Question & Answer Forum

Could you explain “captivity to the law of sin,” Romans 7:23?

Four laws are in the passage.

  1. “The law of God” is spiritual, holy, just, good (verses 12,14), While the law cannot justify (3:20), in chapter 7 Paul demonstrates that the law cannot sanctify.
  2. “The law of my mind” (verse 23) consents that the law of God is good (verses 16, 18).
  3. “The law of sin” is a principle which opposes the expression of God’s law in the life (verses 17-20), even though the inward man delights in it (verse 22), and the mind of the individual willingly desires to comply with it. Frustration and failure confront him at every turn. Thus hedged in, he finds himself taken “into captivity” as a prisoner of war by this sin principle in his members. The problem lies within self: “but I am carnal, sold under sin” (verse 14). Carnal self cannot be controlled by even a spiritual law. Deliverance is found alone through the resources of the risen, glorified Jesus Christ our Lord (verse 25).
  4. “For the law of the Spirit of life in Christ Jesus hath made me free from the law of sin and death” (8:2).

W. Skates

 

Does a Christian sin daily? Is it the habit of his life?

Unless comatose, the Christian has strong practical and scriptural evidence of daily sin. “There is not a just man…. that doeth good, and sinneth (continually) not” (Ecclestiastes 7:20). Jesus alone “did no sin” (1 Peter 2:22). David prayed, “Cleanse thou me from secret faults” (Psalm 19:12). Sin is sin, even committed ignorantly or accidentally. It should be confessed to the Lord. David continues in verse 13, “Keep back thy servant from presumptuous (deliberate) sins, let them not have dominion (become habitual) over me.” Paul says, “Let not sin therefore reign (become habit) in your mortal body” (Romans 6:12).

The remedy is “Reckon… yourselves to be dead indeed (once for all) unto sin, but alive unto God. …Neither yield ye your members as instruments of unrighteousness unto sin” (verses 11, 13). “If we confess our sins, He is faithful and just to forgive us our sins, and to cleanse us from all unrighteousness” (1 John 1:9).

“Go, and sin no more” (John 8:11). He enables when He commands the breaking of sin’s power.

Paul Mason

 

What does Romans 6:11, “dead indeed unto sin,” mean.

To understand the meaning of this challenging phrase, carefully consider the immediate context. These verses indicate that what we are in Christ positionally, we must now live practically. “For in that He died, He died unto sin once: but in that He liveth, He liveth unto God” (Romans 6:10). Thus, we are judged as having died to sin, but as having now been made alive unto God in Christ Jesus.

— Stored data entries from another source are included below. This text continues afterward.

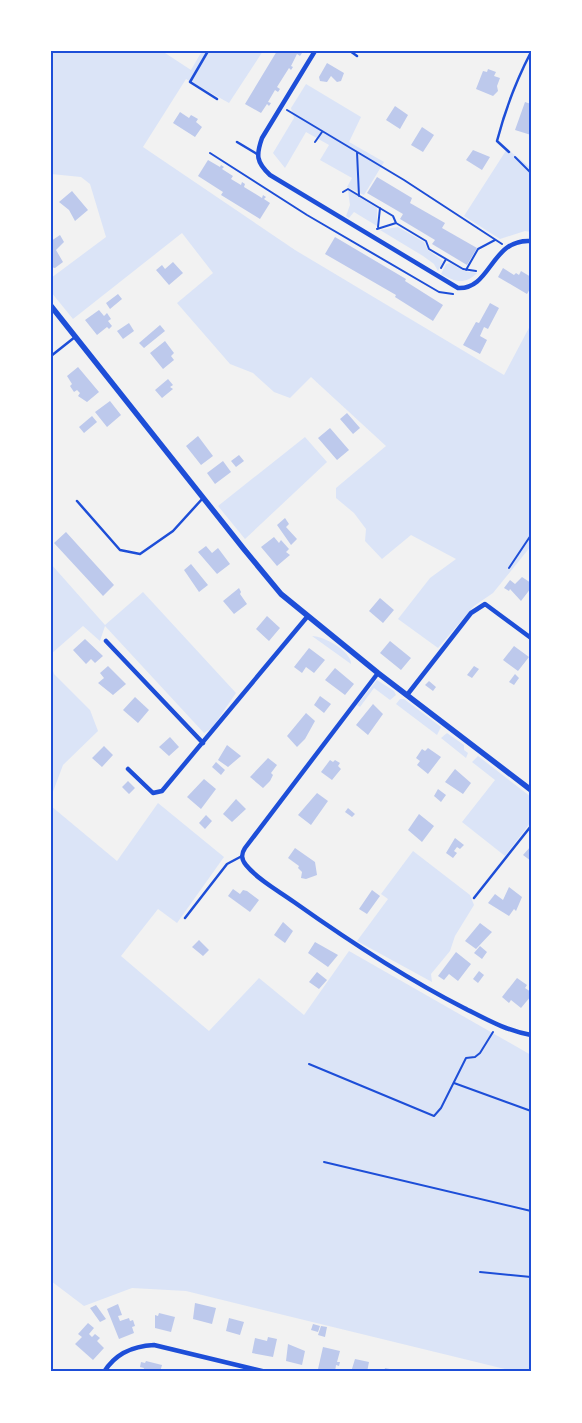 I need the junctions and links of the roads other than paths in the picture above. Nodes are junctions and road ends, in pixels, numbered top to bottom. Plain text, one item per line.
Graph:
1 (208, 51) edge
2 (315, 51) edge
3 (350, 51) edge
4 (531, 52) edge
5 (357, 56) dead end
6 (216, 99) dead end
7 (237, 142) dead end
8 (509, 152) road end
9 (257, 154) junction
10 (531, 241) edge
11 (51, 306) edge
12 (76, 336) junction
13 (51, 356) edge
14 (204, 497) junction
15 (77, 502) dead end
16 (307, 617) junction
17 (531, 638) edge
18 (106, 641) dead end
19 (378, 674) junction
20 (407, 695) junction
21 (203, 743) junction
22 (128, 770) dead end
23 (531, 790) edge
24 (531, 826) edge
25 (242, 856) junction
26 (474, 898) dead end
27 (185, 918) dead end
28 (531, 1035) edge
29 (104, 1372) edge
30 (266, 1372) edge

1 - 6 lane
2 - 9 street
3 - 5 lane
4 - 8 lane
7 - 9 lane
9 - 10 street
11 - 12 street
12 - 13 lane
12 - 14 street
14 - 15 lane
14 - 16 street
16 - 19 street
16 - 21 street
17 - 20 street
18 - 21 street
19 - 20 street
19 - 25 street
20 - 23 street
21 - 22 street
24 - 26 lane
25 - 27 lane
25 - 28 street
29 - 30 street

This is sobering truth for the believer to contemplate, as the wider context of Romans 6 reveals. The believer who understands that God has made abundant provision in Christ for his daily living is enabled to live his life to the glory of Christ, and to the blessing and enrichment of his own soul. In this section of Scripture, the believer is viewed as being permanently set apart (sanctified) in Christ Jesus. This is displayed in his baptism, when he is identified with Christ in death and resurrection, having already been justified through grace. Since the believer is in this condition positionally, he must ever reckon (consider, calculate) practically that he is dead to sin, but alive to God. Obviously, there is no response to sin in a dead person! Therefore, a believer should have nothing to do with any form of sin in this sordid world; rather, he must live a life of holiness to God.

S. Wells

 

Is the righteousness of Christ imputed to the believer?

Romans 5:19, “As by one man’s disobedience many were made sinners, so by the obedience of One shall many be made righteous,” compares and contrasts Adam and Christ. God declared all under Adam’s headship sinners because of Adam’s one disobedient act. That determined our natural standing. Adam’s one sin was not imputed to us, but the result of that one sin was. One act of Christ’s obedience (the cross) constitutes all under His headship righteous. His obedience “to the extent of death” is not imputed to us. Our righteous standing results from His death, not His life.

God imputed to us neither the righteous acts of Christ nor His own righteousness, a divine attribute. We have been made “righteousness of God in Him” (literally, “the” is missing, indicating the character of our standing) (2 Corinthians 5:21). Because of the cross, God is righteous to declare the believer righteous and to impute to him a righteous standing, perfectly in accord with His righteous requirements (see Romans 3:21-26; 5:1, 9).